◆ TASK DETAILS
Wherever a picture appears in the listing below, leave it out and reproduce the rest exactly.

___ WORKING DATA ___

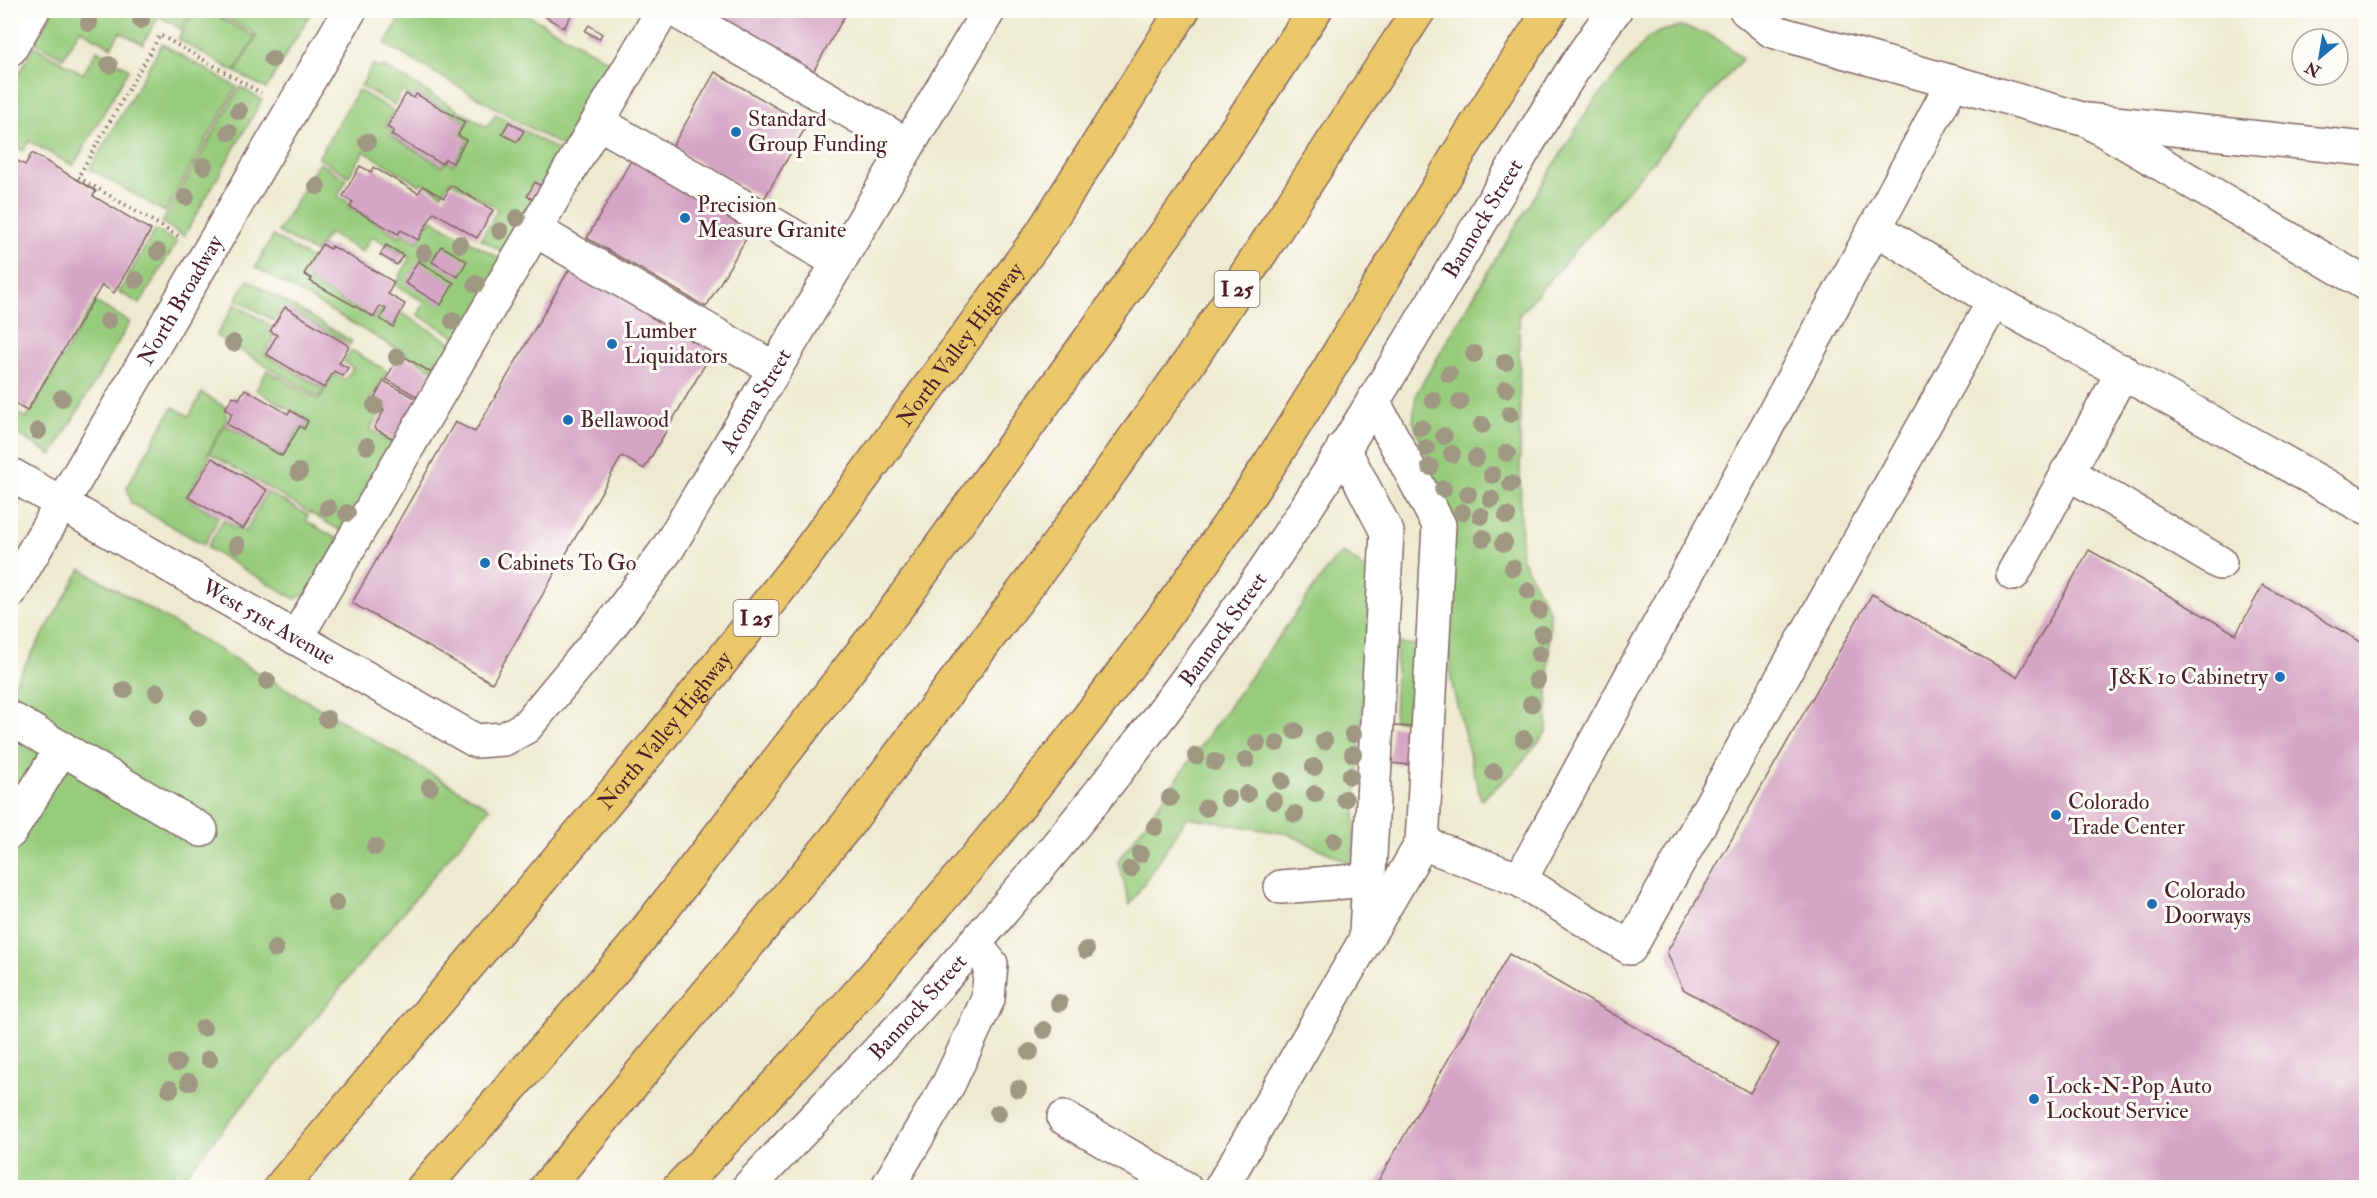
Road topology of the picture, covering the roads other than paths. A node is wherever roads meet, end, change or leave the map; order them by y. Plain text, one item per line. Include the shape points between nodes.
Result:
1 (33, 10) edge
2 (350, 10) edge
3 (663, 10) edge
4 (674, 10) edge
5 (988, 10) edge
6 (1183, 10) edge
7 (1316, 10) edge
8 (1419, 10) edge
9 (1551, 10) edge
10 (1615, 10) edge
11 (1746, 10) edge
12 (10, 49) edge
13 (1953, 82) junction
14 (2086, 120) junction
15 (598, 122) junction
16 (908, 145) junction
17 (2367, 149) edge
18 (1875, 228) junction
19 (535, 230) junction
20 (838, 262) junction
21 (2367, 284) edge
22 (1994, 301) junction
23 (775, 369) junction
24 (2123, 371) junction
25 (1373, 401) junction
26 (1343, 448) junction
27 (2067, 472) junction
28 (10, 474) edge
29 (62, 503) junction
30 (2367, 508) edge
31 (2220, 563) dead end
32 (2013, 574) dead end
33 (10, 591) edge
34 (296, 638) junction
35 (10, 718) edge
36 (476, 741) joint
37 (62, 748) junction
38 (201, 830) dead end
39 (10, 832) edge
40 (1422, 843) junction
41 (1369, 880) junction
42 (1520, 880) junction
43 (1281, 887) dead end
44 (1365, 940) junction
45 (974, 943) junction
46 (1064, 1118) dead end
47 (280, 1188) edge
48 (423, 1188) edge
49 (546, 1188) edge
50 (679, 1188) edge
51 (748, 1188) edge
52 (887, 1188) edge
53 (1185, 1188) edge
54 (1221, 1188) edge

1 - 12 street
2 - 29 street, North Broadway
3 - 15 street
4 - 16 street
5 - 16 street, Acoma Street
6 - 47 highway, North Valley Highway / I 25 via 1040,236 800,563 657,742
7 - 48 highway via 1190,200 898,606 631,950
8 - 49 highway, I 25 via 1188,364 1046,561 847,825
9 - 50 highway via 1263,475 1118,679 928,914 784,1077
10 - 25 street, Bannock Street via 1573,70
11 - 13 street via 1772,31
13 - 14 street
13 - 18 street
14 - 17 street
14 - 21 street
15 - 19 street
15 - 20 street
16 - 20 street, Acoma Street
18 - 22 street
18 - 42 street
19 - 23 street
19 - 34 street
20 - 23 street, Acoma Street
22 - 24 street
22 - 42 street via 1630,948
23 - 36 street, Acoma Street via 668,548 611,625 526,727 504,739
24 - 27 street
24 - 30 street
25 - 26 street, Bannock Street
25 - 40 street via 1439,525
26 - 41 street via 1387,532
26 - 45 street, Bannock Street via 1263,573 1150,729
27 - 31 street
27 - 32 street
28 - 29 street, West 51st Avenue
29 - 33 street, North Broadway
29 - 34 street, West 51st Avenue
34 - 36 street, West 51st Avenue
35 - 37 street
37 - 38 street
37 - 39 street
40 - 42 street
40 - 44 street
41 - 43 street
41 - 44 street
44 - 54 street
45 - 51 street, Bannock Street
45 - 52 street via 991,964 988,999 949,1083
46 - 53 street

___

◆ REPLY TO THE EXERCISE
Road topology of the picture, covering the roads other than paths. A node is wherever roads meet, end, change or leave the map; order them by y. Plain text, one item per line. Include the shape points between nodes.
Result:
1 (33, 10) edge
2 (350, 10) edge
3 (663, 10) edge
4 (674, 10) edge
5 (988, 10) edge
6 (1183, 10) edge
7 (1316, 10) edge
8 (1419, 10) edge
9 (1551, 10) edge
10 (1615, 10) edge
11 (1746, 10) edge
12 (10, 49) edge
13 (1953, 82) junction
14 (2086, 120) junction
15 (598, 122) junction
16 (908, 145) junction
17 (2367, 149) edge
18 (1875, 228) junction
19 (535, 230) junction
20 (838, 262) junction
21 (2367, 284) edge
22 (1994, 301) junction
23 (775, 369) junction
24 (2123, 371) junction
25 (1373, 401) junction
26 (1343, 448) junction
27 (2067, 472) junction
28 (10, 474) edge
29 (62, 503) junction
30 (2367, 508) edge
31 (2220, 563) dead end
32 (2013, 574) dead end
33 (10, 591) edge
34 (296, 638) junction
35 (10, 718) edge
36 (476, 741) joint
37 (62, 748) junction
38 (201, 830) dead end
39 (10, 832) edge
40 (1422, 843) junction
41 (1369, 880) junction
42 (1520, 880) junction
43 (1281, 887) dead end
44 (1365, 940) junction
45 (974, 943) junction
46 (1064, 1118) dead end
47 (280, 1188) edge
48 (423, 1188) edge
49 (546, 1188) edge
50 (679, 1188) edge
51 (748, 1188) edge
52 (887, 1188) edge
53 (1185, 1188) edge
54 (1221, 1188) edge

1 - 12 street
2 - 29 street, North Broadway
3 - 15 street
4 - 16 street
5 - 16 street, Acoma Street
6 - 47 highway, North Valley Highway / I 25 via 1040,236 800,563 657,742
7 - 48 highway via 1190,200 898,606 631,950
8 - 49 highway, I 25 via 1188,364 1046,561 847,825
9 - 50 highway via 1263,475 1118,679 928,914 784,1077
10 - 25 street, Bannock Street via 1573,70
11 - 13 street via 1772,31
13 - 14 street
13 - 18 street
14 - 17 street
14 - 21 street
15 - 19 street
15 - 20 street
16 - 20 street, Acoma Street
18 - 22 street
18 - 42 street
19 - 23 street
19 - 34 street
20 - 23 street, Acoma Street
22 - 24 street
22 - 42 street via 1630,948
23 - 36 street, Acoma Street via 668,548 611,625 526,727 504,739
24 - 27 street
24 - 30 street
25 - 26 street, Bannock Street
25 - 40 street via 1439,525
26 - 41 street via 1387,532
26 - 45 street, Bannock Street via 1263,573 1150,729
27 - 31 street
27 - 32 street
28 - 29 street, West 51st Avenue
29 - 33 street, North Broadway
29 - 34 street, West 51st Avenue
34 - 36 street, West 51st Avenue
35 - 37 street
37 - 38 street
37 - 39 street
40 - 42 street
40 - 44 street
41 - 43 street
41 - 44 street
44 - 54 street
45 - 51 street, Bannock Street
45 - 52 street via 991,964 988,999 949,1083
46 - 53 street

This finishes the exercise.